Comme toujours, dans les situations d'urgence, mon cerveau s'est mis à fonctionner à cent à l'heure. Était-ce l'heure de vérité ? Fallait-il cesser ce jeu imbécile et lui dire ce qu'il en était vraiment ? Lui expliquer que le vieux pervers n'avait jamais existé et qu'il n'y avait qu'un gentil garçon, un peu niais et effroyablement maladroit, un brave type qui était amoureux d'elle. S'excuser pour ce que j'ai fait, lui dire de ne pas s'en faire, que toutes les photos, les vidéos, seront détruites ? Enfin, bon, peut-être pas toute, mais promis juré, je ne garderai rien qui ne puisse être montré sans honte. En tout cas, que jamais, jamais, je ne m'en servirai pour lui faire du mal.

Certes, je ne la reverrai sans doute jamais plus. Je finirai ma vie seul, rêvant chaque jour de la retrouver, passant mes soirées à rêvasser devant son visage en fond d'écran. Mais au moins, j'aurai fait quelque chose de bien.

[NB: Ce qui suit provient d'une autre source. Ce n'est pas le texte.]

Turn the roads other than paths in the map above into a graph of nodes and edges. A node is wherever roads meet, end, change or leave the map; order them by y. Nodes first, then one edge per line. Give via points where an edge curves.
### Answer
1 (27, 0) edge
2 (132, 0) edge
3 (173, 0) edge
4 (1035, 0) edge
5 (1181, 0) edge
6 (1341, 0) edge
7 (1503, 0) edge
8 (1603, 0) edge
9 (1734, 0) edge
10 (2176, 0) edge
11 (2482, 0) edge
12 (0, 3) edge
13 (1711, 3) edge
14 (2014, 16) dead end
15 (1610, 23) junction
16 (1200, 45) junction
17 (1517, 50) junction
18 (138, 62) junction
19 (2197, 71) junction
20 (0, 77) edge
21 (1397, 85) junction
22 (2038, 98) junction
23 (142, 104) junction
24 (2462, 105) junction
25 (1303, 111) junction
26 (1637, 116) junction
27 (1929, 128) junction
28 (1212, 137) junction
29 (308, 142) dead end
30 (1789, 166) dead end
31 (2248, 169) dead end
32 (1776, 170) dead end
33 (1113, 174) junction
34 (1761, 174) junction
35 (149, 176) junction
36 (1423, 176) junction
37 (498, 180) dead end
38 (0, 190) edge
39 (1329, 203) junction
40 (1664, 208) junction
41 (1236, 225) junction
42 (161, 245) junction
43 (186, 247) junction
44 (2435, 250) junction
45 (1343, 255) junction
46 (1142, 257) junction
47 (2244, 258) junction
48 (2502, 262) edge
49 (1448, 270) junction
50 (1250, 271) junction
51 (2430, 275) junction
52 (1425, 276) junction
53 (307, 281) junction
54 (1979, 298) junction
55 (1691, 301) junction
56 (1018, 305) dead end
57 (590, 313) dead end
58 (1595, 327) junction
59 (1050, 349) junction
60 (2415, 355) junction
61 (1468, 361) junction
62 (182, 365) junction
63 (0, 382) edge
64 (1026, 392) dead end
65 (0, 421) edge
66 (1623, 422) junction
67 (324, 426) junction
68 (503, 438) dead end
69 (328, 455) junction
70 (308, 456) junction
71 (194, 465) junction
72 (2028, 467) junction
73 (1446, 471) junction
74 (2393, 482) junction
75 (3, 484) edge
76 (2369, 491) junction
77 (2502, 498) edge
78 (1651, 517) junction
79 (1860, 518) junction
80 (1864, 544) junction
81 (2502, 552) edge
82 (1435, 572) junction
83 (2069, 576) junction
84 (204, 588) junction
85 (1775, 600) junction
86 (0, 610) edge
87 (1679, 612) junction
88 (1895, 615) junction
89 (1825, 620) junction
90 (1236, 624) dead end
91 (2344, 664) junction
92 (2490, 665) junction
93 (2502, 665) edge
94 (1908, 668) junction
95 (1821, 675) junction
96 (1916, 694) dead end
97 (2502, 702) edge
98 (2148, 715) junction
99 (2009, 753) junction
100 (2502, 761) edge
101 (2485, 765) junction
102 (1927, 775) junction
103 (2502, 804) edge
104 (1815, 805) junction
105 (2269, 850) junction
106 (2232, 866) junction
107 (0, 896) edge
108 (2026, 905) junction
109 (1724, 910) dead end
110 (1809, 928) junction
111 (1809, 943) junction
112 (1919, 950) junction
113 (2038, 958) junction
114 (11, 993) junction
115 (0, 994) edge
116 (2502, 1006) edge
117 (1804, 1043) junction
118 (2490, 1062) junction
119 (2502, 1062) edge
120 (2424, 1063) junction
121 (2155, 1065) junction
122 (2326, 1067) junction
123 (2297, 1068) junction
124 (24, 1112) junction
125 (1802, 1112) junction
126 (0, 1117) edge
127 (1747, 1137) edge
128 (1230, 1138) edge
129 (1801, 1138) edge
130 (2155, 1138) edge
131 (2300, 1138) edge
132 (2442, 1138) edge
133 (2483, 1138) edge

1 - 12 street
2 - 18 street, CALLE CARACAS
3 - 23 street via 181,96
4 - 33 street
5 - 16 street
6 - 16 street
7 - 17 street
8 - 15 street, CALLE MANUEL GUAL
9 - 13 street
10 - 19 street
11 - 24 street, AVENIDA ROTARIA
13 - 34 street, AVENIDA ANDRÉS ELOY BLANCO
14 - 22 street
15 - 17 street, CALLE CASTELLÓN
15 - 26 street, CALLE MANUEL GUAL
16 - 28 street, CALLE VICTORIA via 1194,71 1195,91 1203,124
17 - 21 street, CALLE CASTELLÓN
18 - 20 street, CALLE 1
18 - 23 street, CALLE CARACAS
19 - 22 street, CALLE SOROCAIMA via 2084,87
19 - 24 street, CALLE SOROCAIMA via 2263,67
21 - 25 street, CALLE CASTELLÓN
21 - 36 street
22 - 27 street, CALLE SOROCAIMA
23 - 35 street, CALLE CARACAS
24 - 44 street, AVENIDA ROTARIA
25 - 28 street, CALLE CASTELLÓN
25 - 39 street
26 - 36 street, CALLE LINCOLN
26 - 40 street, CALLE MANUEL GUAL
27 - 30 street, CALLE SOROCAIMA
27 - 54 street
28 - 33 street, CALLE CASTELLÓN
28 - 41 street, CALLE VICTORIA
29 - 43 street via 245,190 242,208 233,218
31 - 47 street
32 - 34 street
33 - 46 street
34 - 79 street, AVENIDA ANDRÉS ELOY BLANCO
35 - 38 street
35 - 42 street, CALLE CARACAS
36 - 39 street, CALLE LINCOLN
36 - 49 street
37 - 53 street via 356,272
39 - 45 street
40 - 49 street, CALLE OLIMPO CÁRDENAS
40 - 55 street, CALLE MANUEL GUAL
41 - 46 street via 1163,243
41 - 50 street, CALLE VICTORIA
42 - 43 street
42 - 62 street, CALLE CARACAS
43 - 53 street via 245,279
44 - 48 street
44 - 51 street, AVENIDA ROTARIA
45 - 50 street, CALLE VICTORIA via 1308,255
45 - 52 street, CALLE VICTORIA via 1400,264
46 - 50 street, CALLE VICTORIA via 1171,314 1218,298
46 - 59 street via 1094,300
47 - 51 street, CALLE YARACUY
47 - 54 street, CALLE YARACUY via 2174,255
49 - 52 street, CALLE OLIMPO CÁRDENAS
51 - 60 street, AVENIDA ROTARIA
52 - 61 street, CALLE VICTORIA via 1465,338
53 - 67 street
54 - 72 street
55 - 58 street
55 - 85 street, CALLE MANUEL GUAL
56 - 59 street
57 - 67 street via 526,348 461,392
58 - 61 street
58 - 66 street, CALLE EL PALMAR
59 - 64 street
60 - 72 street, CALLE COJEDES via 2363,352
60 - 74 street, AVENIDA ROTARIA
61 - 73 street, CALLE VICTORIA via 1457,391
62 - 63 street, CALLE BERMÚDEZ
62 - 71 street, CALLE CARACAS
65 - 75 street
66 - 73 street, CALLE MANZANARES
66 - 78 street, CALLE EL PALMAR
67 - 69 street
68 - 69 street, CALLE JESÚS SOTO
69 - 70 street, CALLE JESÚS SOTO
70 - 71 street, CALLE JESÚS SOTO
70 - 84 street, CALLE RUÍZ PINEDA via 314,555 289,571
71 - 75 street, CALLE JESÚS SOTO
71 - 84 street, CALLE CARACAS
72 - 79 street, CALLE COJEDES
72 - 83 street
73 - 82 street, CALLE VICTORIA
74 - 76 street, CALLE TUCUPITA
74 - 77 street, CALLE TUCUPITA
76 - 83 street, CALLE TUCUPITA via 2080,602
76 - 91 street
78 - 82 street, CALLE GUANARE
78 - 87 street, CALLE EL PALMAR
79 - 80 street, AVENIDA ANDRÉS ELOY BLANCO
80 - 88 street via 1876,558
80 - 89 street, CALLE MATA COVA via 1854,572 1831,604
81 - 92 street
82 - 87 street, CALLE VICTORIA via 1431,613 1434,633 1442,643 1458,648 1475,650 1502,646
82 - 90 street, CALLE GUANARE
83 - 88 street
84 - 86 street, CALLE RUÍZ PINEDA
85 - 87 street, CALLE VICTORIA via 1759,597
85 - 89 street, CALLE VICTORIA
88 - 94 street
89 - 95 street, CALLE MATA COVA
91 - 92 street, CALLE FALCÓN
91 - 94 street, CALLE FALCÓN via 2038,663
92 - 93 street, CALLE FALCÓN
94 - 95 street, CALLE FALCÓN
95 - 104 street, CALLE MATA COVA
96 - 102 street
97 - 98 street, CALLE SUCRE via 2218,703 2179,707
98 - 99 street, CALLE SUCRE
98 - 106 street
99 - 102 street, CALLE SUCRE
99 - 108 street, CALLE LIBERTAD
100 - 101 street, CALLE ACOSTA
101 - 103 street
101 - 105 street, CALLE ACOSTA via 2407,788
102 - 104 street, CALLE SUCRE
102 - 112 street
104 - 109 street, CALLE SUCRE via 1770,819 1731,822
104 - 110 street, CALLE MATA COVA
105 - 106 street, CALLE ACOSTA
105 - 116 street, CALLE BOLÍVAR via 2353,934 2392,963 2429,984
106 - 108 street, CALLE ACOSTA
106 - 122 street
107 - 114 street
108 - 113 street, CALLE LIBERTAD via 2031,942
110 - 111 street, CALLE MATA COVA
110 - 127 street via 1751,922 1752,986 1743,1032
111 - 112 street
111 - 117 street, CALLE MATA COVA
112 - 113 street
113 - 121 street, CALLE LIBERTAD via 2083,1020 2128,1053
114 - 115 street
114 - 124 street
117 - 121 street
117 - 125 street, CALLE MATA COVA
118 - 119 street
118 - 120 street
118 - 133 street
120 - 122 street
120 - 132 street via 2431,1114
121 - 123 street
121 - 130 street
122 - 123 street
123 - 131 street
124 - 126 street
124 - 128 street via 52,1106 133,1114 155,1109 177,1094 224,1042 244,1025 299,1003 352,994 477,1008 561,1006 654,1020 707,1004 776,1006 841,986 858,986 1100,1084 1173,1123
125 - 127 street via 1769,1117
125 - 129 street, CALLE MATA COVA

Ce débat intérieur n'a pas duré longtemps. Une seconde, deux tout au plus. Et, encore une fois, j'ai pris la décision la plus lâche.

- Bon, allez, Roxane, retourne à ta niche. Va te coucher et soit en forme pour demain. J'en ai pas fini avec toi.

Et j'ai fermé la connexion.

Immédiatement j'ai eu honte. Et j'ai supprimé toutes les images que j'avais d'elle. J'étais comme enragé, sans même savoir contre qui diriger toute cette rage. Moi ? Cette prétendue « Roxane » ? Tous les types et toutes les années qui m'ont humilié, ignoré, moqué depuis mon enfance ? Contre mes collègues de boulot ? Contre mon seul amour de jeunesse, Sylvie, une garce qui m'a plaqué après moins de cinq minutes de flirt ?

Bien sûr, toute cette colère était injustifiée. Et c'était plutôt la fatigue et la frustration accumulée depuis mon premier contact avec Roxane qui en était la cause. Mais tout y est quand même passé ! J'ai mis toutes les photos, toutes les vidéos à la corbeille, que j'ai vidé ensuite, puis j'ai utilisé un logiciel spécialisé dans l'effacement de données, puis j'ai défragmenté mon disque dur. Personne, et surtout pas moi, ne pourra jamais les récupérer.